What is a Nutrient Management Plan?
Implementation of practices that permit efficient crop production while protecting water quality from nutrient pollution. A nutrient management plan is a plan whose recommendations permit efficient nutrient use by crops and minimize nutrient losses to the environment.
Chances are you've heard about Act 38 (Nutrient Management Act). All state governments have been passing revised legislation requiring that qualifying landowners put such plans in place.
Farms with two or more animal units per acre AND eight total animal units are designated a Concentrated Animal Operation (CAO) and must have a NMP. One animal unit is 1000 pound of live animal weight regardless of animal type, i.e. one dairy cow at 1300 lb live weight = 1.3 AU.Recent revisions to the PA law now include EPA thresholds for animal numbers regardless of the number of acres a landowner may have under his operational control. Those operations are referred to as Concentrated Animal Feeding Operations or CAFO’s and are required to purchase a permit issued by the state Department of Environmental Protection (DEP). The details regarding EPA animal numbers, high quality stream regulations, and the permit are too lengthy to include in this brief summary. For example, a swine finishing facility with 2,500 (or more) pigs at 55 (or more) pounds live weight would be a CAFO operation regardless if there was 1,000 acres of cropland (owned by the facility and under their crop management control) available for application of the manure generated at this facility.
PA law, because of EPA rulings, also requires horse operations with eight or more animal units and with two or more animal units per acre to have a nutrient management plan. One pleasure horse at 1,000 pounds of live weight equals one animal unit. A draft horse, on the other hand, could be as heavy as 2,000 pounds or two animal units.

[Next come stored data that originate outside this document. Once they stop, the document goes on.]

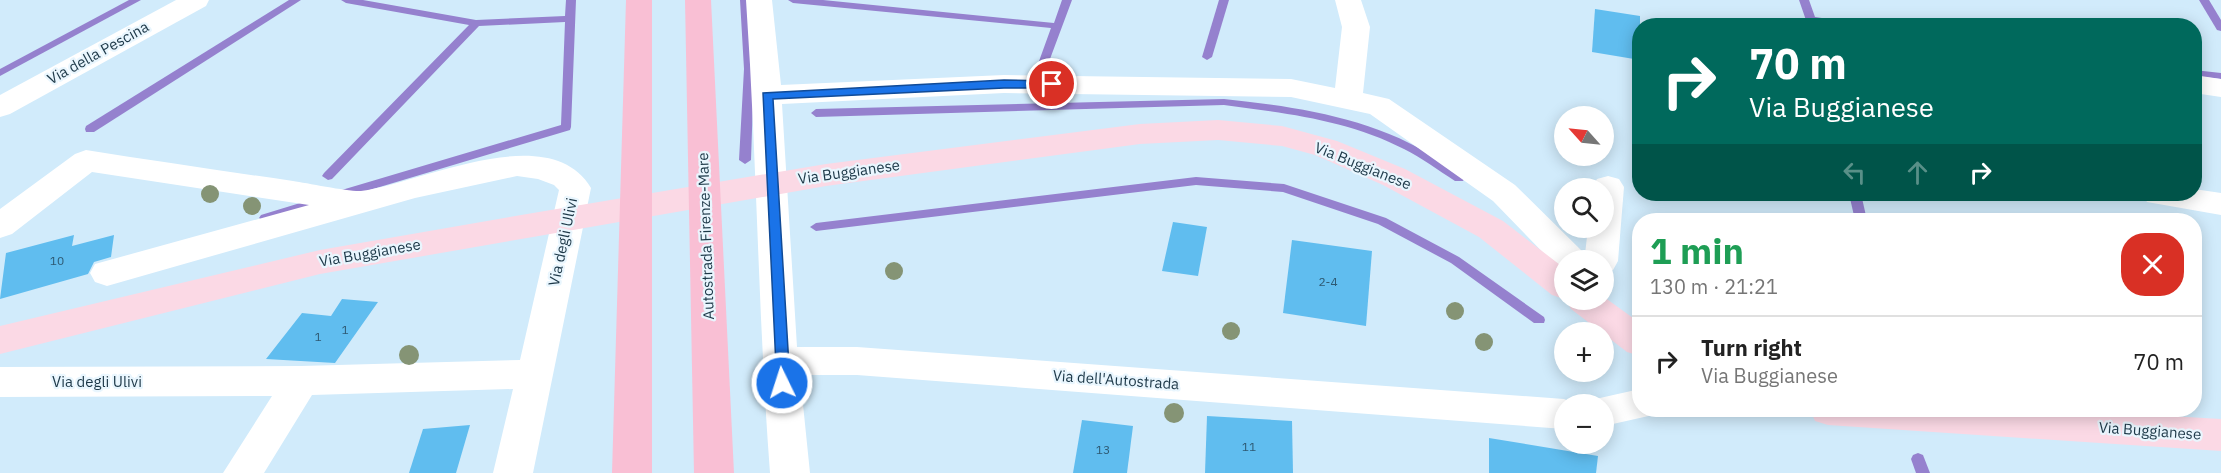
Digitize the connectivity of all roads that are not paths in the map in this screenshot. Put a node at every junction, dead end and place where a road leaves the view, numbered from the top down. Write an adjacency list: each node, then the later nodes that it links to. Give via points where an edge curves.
1 (196, 0): 10 (street, Via della Pescina)
2 (639, 0): 34 (highway)
3 (698, 0): 35 (highway, Autostrada Firenze-Mare)
4 (759, 0): 8 (street)
5 (1348, 0): 9 (street, via 1356,27)
6 (2202, 85): 7 (street)
7 (2221, 88)
8 (767, 95): 9 (street, via 1004,84 1291,88); 23 (street)
9 (1348, 100): 15 (street, via 1379,106 1504,193)
10 (0, 107)
11 (362, 201): 14 (street, Via degli Ulivi, via 86,161); 16 (street, Via degli Ulivi); 24 (street, Via degli Ulivi, via 517,165 565,177 575,188)
12 (2202, 201): 13 (street)
13 (2221, 204)
14 (0, 226)
15 (1561, 250)
16 (106, 273)
17 (1554, 278): 22 (main road, Via Buggianese, via 1491,229 1429,194 1326,148 1282,136 1218,130 1140,134 826,175 533,225 320,262)
18 (1614, 309): 20 (street)
19 (1596, 310): 21 (main road)
20 (1632, 335)
21 (1632, 337)
22 (0, 340)
23 (780, 361): 29 (street, Via dell'Autostrada, via 857,361); 36 (street)
24 (535, 374): 25 (street, Via degli Ulivi); 33 (street, Via degli Ulivi)
25 (301, 381): 26 (street, Via degli Ulivi); 32 (street)
26 (0, 382)
27 (1632, 406): 28 (street)
28 (1614, 409)
29 (1554, 413)
30 (1938, 417): 31 (main road, Via Buggianese)
31 (2221, 435)
32 (243, 473)
33 (513, 473)
34 (632, 473)
35 (714, 473)
36 (790, 473)

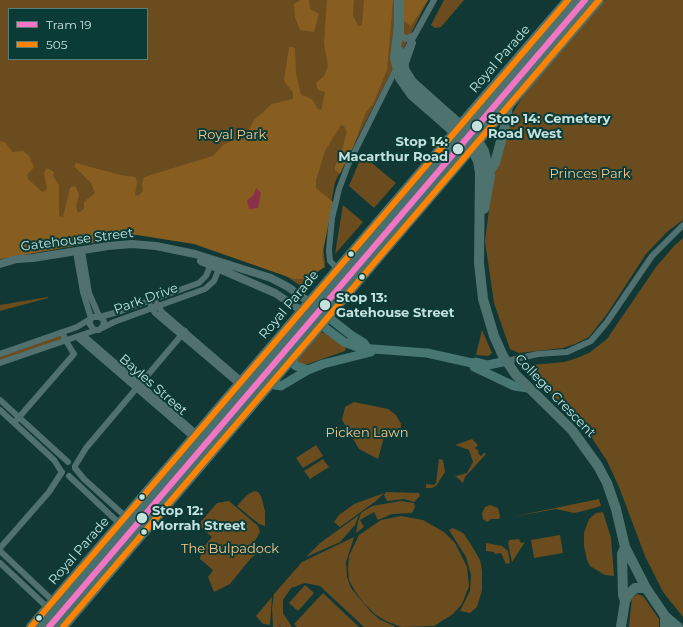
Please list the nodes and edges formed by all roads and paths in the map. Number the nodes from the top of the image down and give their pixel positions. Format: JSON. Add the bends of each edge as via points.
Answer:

Getting a plan is fairly straightforward: Soil tests determine the levels of various nutrients, and a nutrient management plan writer can analyze how these levels meet the needs of a target crop. If nutrient levels are higher than what's needed, the landowner is advised against adding fertilizer until nutrient levels have dropped and/or export manure.

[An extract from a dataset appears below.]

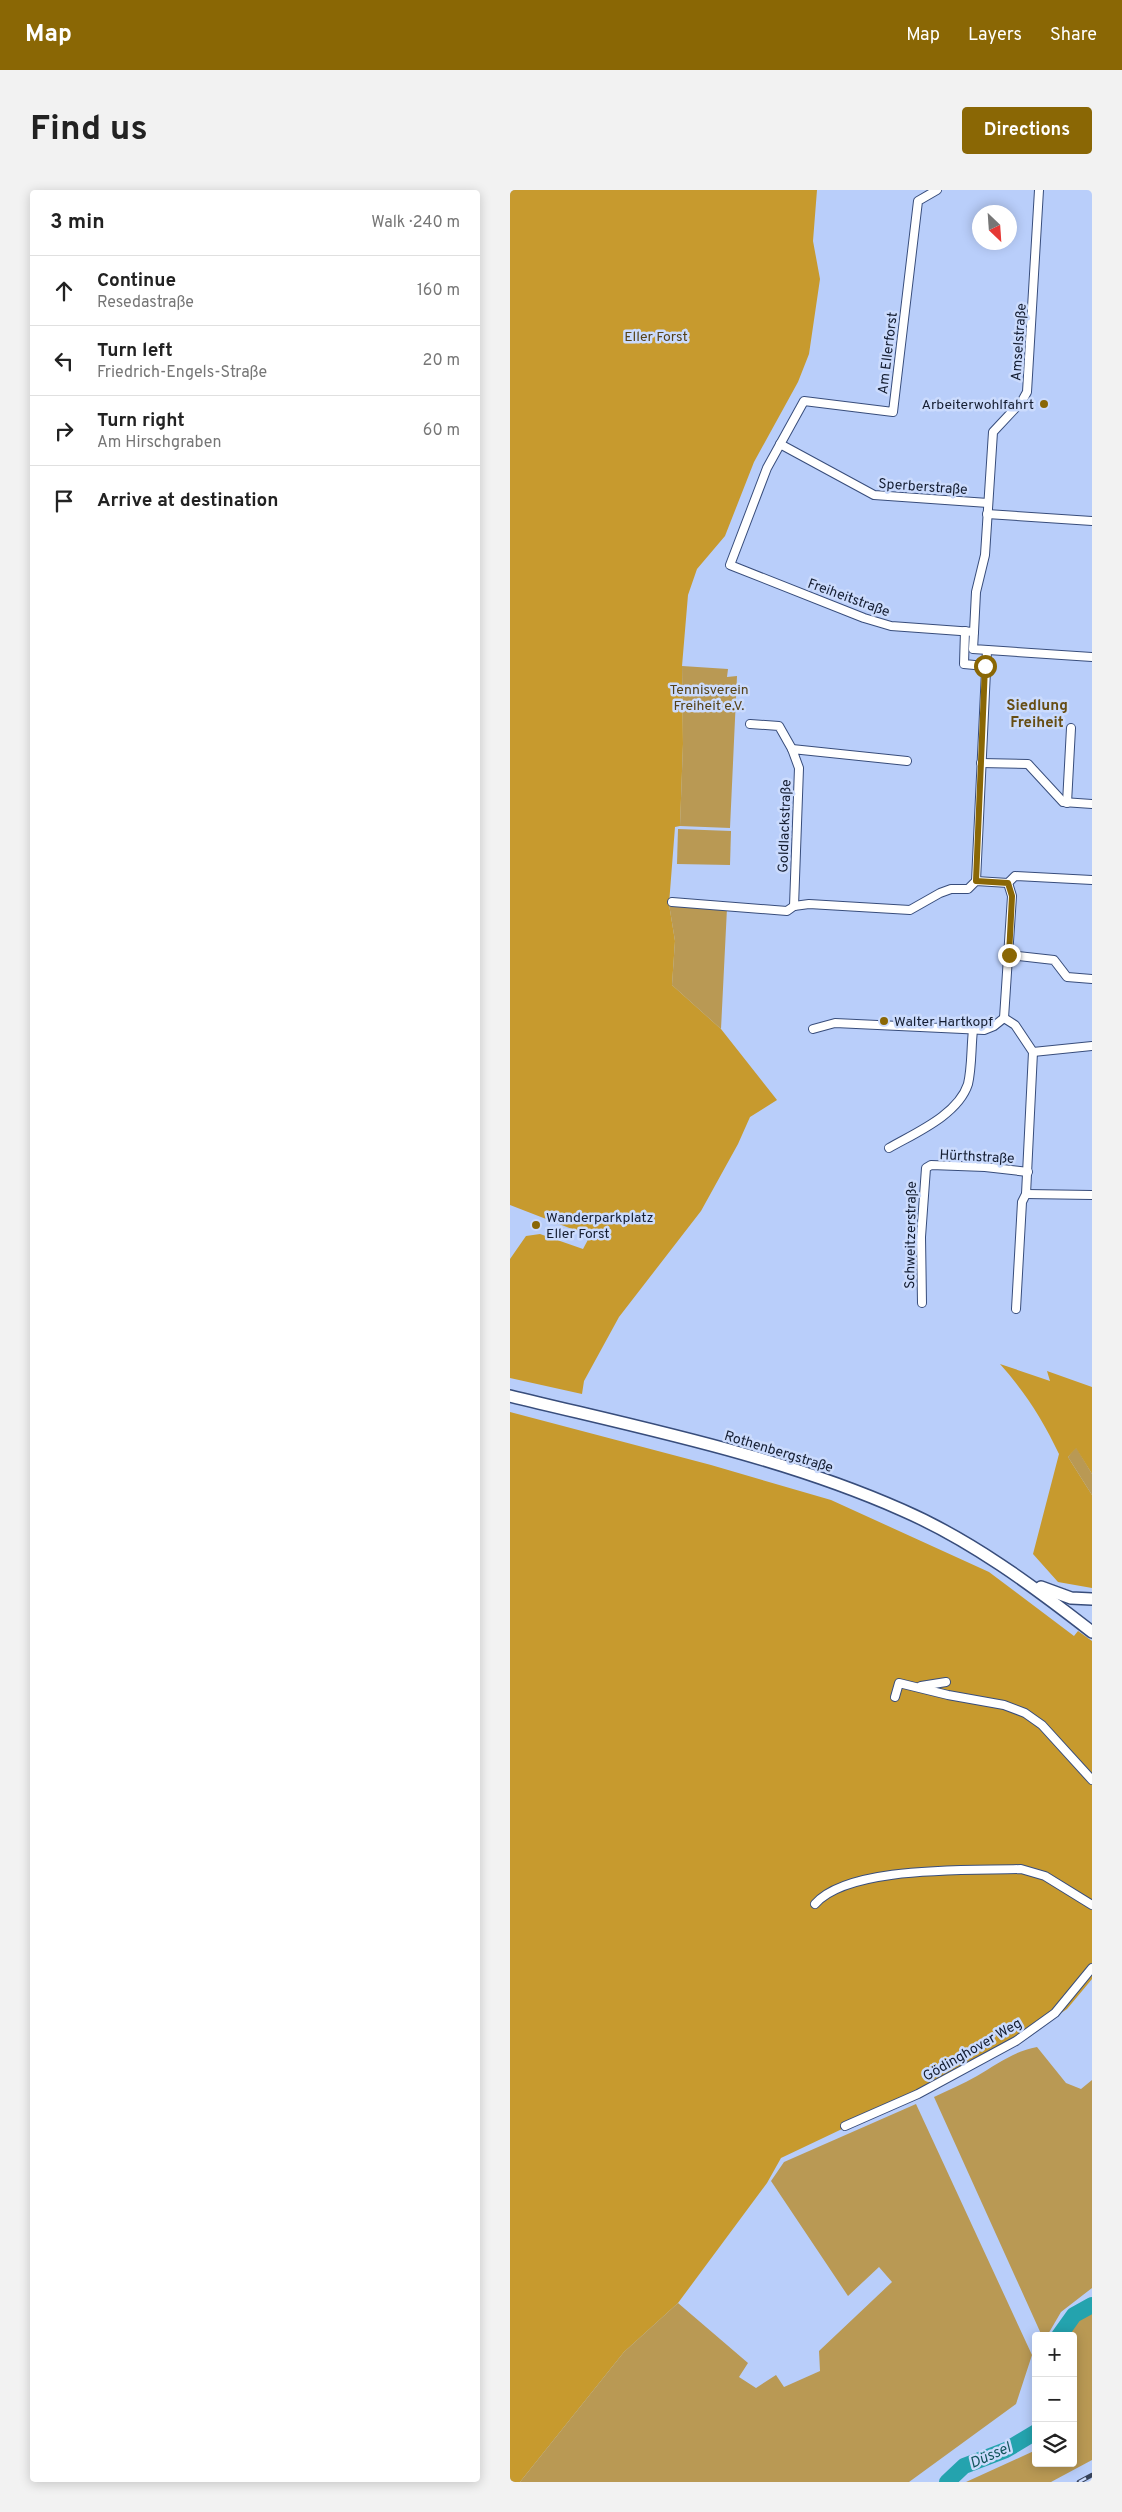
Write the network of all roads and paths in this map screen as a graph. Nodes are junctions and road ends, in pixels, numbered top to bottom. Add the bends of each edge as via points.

Operations that do not meet the Act 38 thresholds listed above may voluntarily have a nutrient management plan written for their operation, in order to qualify for funding opportunities provided by the Conservation District and/or NRCS. An operation that pursues this option would be considered a Volunteer Animal Operation (VAO) under the Act 38 program. VAO’s may withdraw from the Act 38 Program at any time, BUT would still be required by law to operate under a Manure Management Plan (MMP) if livestock are still being raised, and/or manure is still being applied to the operations acres.
For assistance, please contact the District's Agricultural Resource Specialist at 717-594-3007
Request for Conservation District Assistance Form
A very good web site for information regarding Pennsylvania Nutrient Management and links to educational, technical, and related data is http://panutrientmgmt.cas.psu.edu.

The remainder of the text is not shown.